Apport de l’orientation au développement de l’élève

Par Reine-Marie Saugey

La conception nouvelle d’une «éducation à l’orientation», s’est fait jour dans les années 90, basée sur le principe que l’individu se construit lui-même et que l’école l’aide dans cette construction.
C’est une conception positive de l’individu, qui s’occupe de son développement personnel avec l’appui de l’ensemble de la communauté éducative. Par conséquent, les contenus des programmes, les compétences attendues dans chaque discipline, le type d’évaluation auquel l’élève est soumis, le regard que l’on porte sur lui, bref, tout ce qui se passe dans la classe, a à voir avec les processus d’orientation.
Toutefois, cette centration sur l’élève, qui n’est plus orienté comme naguère mais qui apprend à s’orienter lui-même, ne va pas sans poser question. Par exemple la question du soutien que l’élève trouve ou non dans son milieu familial en terme d’aspirations et que l’école peine à combler, la hiérarchisation des filières reflétant bien sûr la hiérarchie sociale.
Elle pose aussi la question de l’incertitude face à l’avenir qui est celle de nos sociétés.

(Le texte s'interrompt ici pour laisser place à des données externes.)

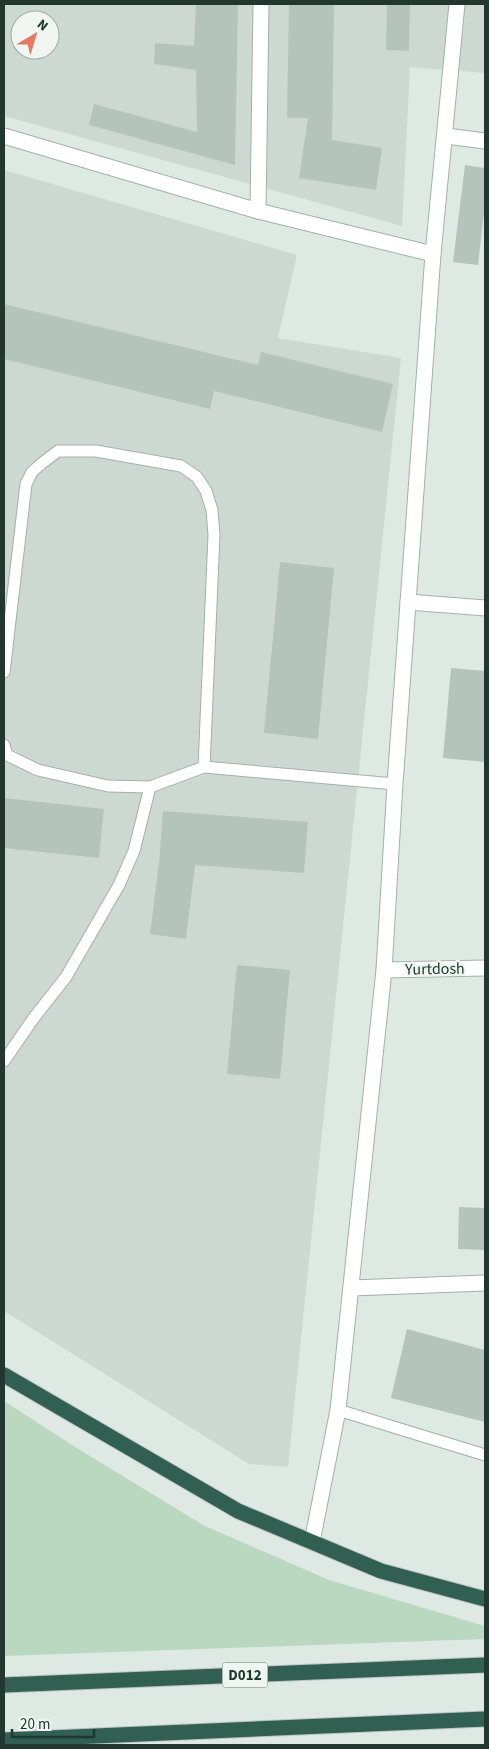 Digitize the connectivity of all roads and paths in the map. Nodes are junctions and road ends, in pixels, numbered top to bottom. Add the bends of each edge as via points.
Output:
1 (261, 4) edge
2 (457, 4) edge
3 (4, 136) edge
4 (446, 136) junction
5 (485, 141) edge
6 (258, 211) junction
7 (433, 254) junction
8 (408, 602) junction
9 (485, 608) edge
10 (4, 672) edge
11 (4, 745) edge
12 (204, 767) junction
13 (395, 784) junction
14 (150, 787) junction
15 (485, 968) edge
16 (384, 970) junction
17 (4, 1061) edge
18 (485, 1283) edge
19 (351, 1288) junction
20 (4, 1375) edge
21 (338, 1410) junction
22 (485, 1455) edge
23 (312, 1542) junction
24 (485, 1599) edge
25 (485, 1665) edge
26 (4, 1685) edge
27 (485, 1719) edge
28 (4, 1740) edge

1 - 6 street
2 - 4 street
3 - 6 street
4 - 5 street
4 - 7 street
6 - 7 street
7 - 8 street
8 - 9 street
8 - 13 street
10 - 12 lane via 26,484 32,472 58,452 96,451 181,466 197,477 212,510
11 - 14 lane via 7,754 38,770 108,786
12 - 13 lane
12 - 14 lane
13 - 16 street
14 - 17 lane via 134,851 119,885 66,977
15 - 16 street, Yurtdosh
16 - 19 street
18 - 19 street
19 - 21 street
20 - 23 highway via 238,1511
21 - 22 lane
21 - 23 street
23 - 24 highway via 381,1571
25 - 26 highway, D012
27 - 28 highway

Comment choisir quand il n’y a plus de repères économiques sûrs et quand la valeur travail elle-même est remise en question ?
Autre aspect délicat : cette conception positive de l’être humain ignore les aspects négatifs de certaines cristallisations identitaires dans l’affirmation de soi.
Aider l’élève à prendre conscience des limites de ces cadres identitaires qui constituent «son petit monde» et l’amener plus largement à envisager à quelle place il peut aspirer pour «servir la société» relève bien de la construction morale de l’individu.